* Task details:
Output the full listing verbatim.

* Data provided:
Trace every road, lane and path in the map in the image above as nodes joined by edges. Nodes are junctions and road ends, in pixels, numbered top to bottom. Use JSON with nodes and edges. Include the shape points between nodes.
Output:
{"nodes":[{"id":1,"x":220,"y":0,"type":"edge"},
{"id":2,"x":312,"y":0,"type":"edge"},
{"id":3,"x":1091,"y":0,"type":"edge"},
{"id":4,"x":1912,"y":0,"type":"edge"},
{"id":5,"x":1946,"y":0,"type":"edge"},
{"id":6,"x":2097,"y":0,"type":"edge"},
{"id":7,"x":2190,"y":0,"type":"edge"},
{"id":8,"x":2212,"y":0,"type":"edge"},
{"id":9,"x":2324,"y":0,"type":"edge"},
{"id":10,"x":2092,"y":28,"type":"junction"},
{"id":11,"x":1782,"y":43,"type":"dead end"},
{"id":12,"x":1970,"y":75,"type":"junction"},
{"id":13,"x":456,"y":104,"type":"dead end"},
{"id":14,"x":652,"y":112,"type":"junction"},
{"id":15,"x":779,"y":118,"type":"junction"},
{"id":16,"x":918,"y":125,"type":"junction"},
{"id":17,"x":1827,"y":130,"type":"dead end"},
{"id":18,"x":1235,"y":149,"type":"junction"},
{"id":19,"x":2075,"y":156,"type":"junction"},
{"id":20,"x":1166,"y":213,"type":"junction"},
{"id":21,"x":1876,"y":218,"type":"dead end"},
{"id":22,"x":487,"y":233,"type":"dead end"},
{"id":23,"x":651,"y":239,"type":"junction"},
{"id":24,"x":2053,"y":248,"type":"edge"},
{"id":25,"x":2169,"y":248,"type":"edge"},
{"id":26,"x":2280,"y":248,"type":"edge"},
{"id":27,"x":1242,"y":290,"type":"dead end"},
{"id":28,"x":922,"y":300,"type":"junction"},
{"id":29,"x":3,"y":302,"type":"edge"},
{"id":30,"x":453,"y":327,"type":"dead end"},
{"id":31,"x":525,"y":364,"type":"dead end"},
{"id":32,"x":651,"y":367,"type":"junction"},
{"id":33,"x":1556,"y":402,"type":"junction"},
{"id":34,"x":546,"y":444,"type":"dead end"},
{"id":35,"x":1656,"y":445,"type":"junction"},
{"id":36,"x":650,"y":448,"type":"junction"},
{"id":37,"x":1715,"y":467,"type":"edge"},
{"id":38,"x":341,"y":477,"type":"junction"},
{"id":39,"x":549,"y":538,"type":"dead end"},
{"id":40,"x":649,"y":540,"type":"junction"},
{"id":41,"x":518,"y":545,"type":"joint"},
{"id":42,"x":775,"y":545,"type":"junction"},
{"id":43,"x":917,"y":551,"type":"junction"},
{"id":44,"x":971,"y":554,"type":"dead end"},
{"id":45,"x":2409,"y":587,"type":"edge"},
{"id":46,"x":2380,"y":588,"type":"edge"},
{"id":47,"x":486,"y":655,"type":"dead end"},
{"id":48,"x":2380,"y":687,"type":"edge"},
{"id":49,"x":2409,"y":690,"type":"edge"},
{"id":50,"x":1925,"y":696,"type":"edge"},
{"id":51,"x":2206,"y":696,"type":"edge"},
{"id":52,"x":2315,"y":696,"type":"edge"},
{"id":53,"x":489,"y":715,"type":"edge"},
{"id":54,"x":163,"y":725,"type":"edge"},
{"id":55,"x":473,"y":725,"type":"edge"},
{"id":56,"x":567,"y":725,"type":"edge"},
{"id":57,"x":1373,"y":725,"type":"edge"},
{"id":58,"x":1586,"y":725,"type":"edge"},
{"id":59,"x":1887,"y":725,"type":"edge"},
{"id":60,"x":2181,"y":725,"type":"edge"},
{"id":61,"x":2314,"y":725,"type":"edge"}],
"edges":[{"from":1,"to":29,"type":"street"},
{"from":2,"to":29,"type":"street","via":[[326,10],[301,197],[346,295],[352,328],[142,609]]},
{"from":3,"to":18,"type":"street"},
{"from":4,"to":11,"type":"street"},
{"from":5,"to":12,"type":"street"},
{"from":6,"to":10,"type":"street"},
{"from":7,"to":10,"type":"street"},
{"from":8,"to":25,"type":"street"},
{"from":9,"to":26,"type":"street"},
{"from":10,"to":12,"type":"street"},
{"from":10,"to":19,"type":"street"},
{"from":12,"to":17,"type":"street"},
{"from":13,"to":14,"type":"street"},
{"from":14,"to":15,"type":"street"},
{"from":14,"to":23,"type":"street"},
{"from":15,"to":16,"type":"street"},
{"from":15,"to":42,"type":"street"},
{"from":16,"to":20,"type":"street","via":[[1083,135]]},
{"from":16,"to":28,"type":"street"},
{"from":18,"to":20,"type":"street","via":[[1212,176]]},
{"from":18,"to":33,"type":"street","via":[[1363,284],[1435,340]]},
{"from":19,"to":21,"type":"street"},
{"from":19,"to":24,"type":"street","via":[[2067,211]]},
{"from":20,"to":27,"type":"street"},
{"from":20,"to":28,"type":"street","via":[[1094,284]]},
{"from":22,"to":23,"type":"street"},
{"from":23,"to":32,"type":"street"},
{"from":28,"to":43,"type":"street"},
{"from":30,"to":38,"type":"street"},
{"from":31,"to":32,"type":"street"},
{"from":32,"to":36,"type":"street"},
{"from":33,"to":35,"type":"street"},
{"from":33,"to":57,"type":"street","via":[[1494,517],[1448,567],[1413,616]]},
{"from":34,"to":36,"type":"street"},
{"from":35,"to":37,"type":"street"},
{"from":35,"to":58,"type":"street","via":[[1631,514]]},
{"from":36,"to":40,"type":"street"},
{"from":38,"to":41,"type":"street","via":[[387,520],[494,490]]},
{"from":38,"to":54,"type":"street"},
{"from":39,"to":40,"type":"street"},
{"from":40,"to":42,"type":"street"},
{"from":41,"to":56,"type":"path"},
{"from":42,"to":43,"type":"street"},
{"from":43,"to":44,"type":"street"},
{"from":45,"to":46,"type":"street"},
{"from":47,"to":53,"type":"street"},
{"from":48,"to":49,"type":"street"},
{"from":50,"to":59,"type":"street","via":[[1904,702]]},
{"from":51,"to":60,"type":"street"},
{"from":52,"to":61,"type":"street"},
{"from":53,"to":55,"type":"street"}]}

* The completed task:
Trace every road, lane and path in the map in the image above as nodes joined by edges. Nodes are junctions and road ends, in pixels, numbered top to bottom. Use JSON with nodes and edges. Include the shape points between nodes.
Output:
{"nodes":[{"id":1,"x":220,"y":0,"type":"edge"},
{"id":2,"x":312,"y":0,"type":"edge"},
{"id":3,"x":1091,"y":0,"type":"edge"},
{"id":4,"x":1912,"y":0,"type":"edge"},
{"id":5,"x":1946,"y":0,"type":"edge"},
{"id":6,"x":2097,"y":0,"type":"edge"},
{"id":7,"x":2190,"y":0,"type":"edge"},
{"id":8,"x":2212,"y":0,"type":"edge"},
{"id":9,"x":2324,"y":0,"type":"edge"},
{"id":10,"x":2092,"y":28,"type":"junction"},
{"id":11,"x":1782,"y":43,"type":"dead end"},
{"id":12,"x":1970,"y":75,"type":"junction"},
{"id":13,"x":456,"y":104,"type":"dead end"},
{"id":14,"x":652,"y":112,"type":"junction"},
{"id":15,"x":779,"y":118,"type":"junction"},
{"id":16,"x":918,"y":125,"type":"junction"},
{"id":17,"x":1827,"y":130,"type":"dead end"},
{"id":18,"x":1235,"y":149,"type":"junction"},
{"id":19,"x":2075,"y":156,"type":"junction"},
{"id":20,"x":1166,"y":213,"type":"junction"},
{"id":21,"x":1876,"y":218,"type":"dead end"},
{"id":22,"x":487,"y":233,"type":"dead end"},
{"id":23,"x":651,"y":239,"type":"junction"},
{"id":24,"x":2053,"y":248,"type":"edge"},
{"id":25,"x":2169,"y":248,"type":"edge"},
{"id":26,"x":2280,"y":248,"type":"edge"},
{"id":27,"x":1242,"y":290,"type":"dead end"},
{"id":28,"x":922,"y":300,"type":"junction"},
{"id":29,"x":3,"y":302,"type":"edge"},
{"id":30,"x":453,"y":327,"type":"dead end"},
{"id":31,"x":525,"y":364,"type":"dead end"},
{"id":32,"x":651,"y":367,"type":"junction"},
{"id":33,"x":1556,"y":402,"type":"junction"},
{"id":34,"x":546,"y":444,"type":"dead end"},
{"id":35,"x":1656,"y":445,"type":"junction"},
{"id":36,"x":650,"y":448,"type":"junction"},
{"id":37,"x":1715,"y":467,"type":"edge"},
{"id":38,"x":341,"y":477,"type":"junction"},
{"id":39,"x":549,"y":538,"type":"dead end"},
{"id":40,"x":649,"y":540,"type":"junction"},
{"id":41,"x":518,"y":545,"type":"joint"},
{"id":42,"x":775,"y":545,"type":"junction"},
{"id":43,"x":917,"y":551,"type":"junction"},
{"id":44,"x":971,"y":554,"type":"dead end"},
{"id":45,"x":2409,"y":587,"type":"edge"},
{"id":46,"x":2380,"y":588,"type":"edge"},
{"id":47,"x":486,"y":655,"type":"dead end"},
{"id":48,"x":2380,"y":687,"type":"edge"},
{"id":49,"x":2409,"y":690,"type":"edge"},
{"id":50,"x":1925,"y":696,"type":"edge"},
{"id":51,"x":2206,"y":696,"type":"edge"},
{"id":52,"x":2315,"y":696,"type":"edge"},
{"id":53,"x":489,"y":715,"type":"edge"},
{"id":54,"x":163,"y":725,"type":"edge"},
{"id":55,"x":473,"y":725,"type":"edge"},
{"id":56,"x":567,"y":725,"type":"edge"},
{"id":57,"x":1373,"y":725,"type":"edge"},
{"id":58,"x":1586,"y":725,"type":"edge"},
{"id":59,"x":1887,"y":725,"type":"edge"},
{"id":60,"x":2181,"y":725,"type":"edge"},
{"id":61,"x":2314,"y":725,"type":"edge"}],
"edges":[{"from":1,"to":29,"type":"street"},
{"from":2,"to":29,"type":"street","via":[[326,10],[301,197],[346,295],[352,328],[142,609]]},
{"from":3,"to":18,"type":"street"},
{"from":4,"to":11,"type":"street"},
{"from":5,"to":12,"type":"street"},
{"from":6,"to":10,"type":"street"},
{"from":7,"to":10,"type":"street"},
{"from":8,"to":25,"type":"street"},
{"from":9,"to":26,"type":"street"},
{"from":10,"to":12,"type":"street"},
{"from":10,"to":19,"type":"street"},
{"from":12,"to":17,"type":"street"},
{"from":13,"to":14,"type":"street"},
{"from":14,"to":15,"type":"street"},
{"from":14,"to":23,"type":"street"},
{"from":15,"to":16,"type":"street"},
{"from":15,"to":42,"type":"street"},
{"from":16,"to":20,"type":"street","via":[[1083,135]]},
{"from":16,"to":28,"type":"street"},
{"from":18,"to":20,"type":"street","via":[[1212,176]]},
{"from":18,"to":33,"type":"street","via":[[1363,284],[1435,340]]},
{"from":19,"to":21,"type":"street"},
{"from":19,"to":24,"type":"street","via":[[2067,211]]},
{"from":20,"to":27,"type":"street"},
{"from":20,"to":28,"type":"street","via":[[1094,284]]},
{"from":22,"to":23,"type":"street"},
{"from":23,"to":32,"type":"street"},
{"from":28,"to":43,"type":"street"},
{"from":30,"to":38,"type":"street"},
{"from":31,"to":32,"type":"street"},
{"from":32,"to":36,"type":"street"},
{"from":33,"to":35,"type":"street"},
{"from":33,"to":57,"type":"street","via":[[1494,517],[1448,567],[1413,616]]},
{"from":34,"to":36,"type":"street"},
{"from":35,"to":37,"type":"street"},
{"from":35,"to":58,"type":"street","via":[[1631,514]]},
{"from":36,"to":40,"type":"street"},
{"from":38,"to":41,"type":"street","via":[[387,520],[494,490]]},
{"from":38,"to":54,"type":"street"},
{"from":39,"to":40,"type":"street"},
{"from":40,"to":42,"type":"street"},
{"from":41,"to":56,"type":"path"},
{"from":42,"to":43,"type":"street"},
{"from":43,"to":44,"type":"street"},
{"from":45,"to":46,"type":"street"},
{"from":47,"to":53,"type":"street"},
{"from":48,"to":49,"type":"street"},
{"from":50,"to":59,"type":"street","via":[[1904,702]]},
{"from":51,"to":60,"type":"street"},
{"from":52,"to":61,"type":"street"},
{"from":53,"to":55,"type":"street"}]}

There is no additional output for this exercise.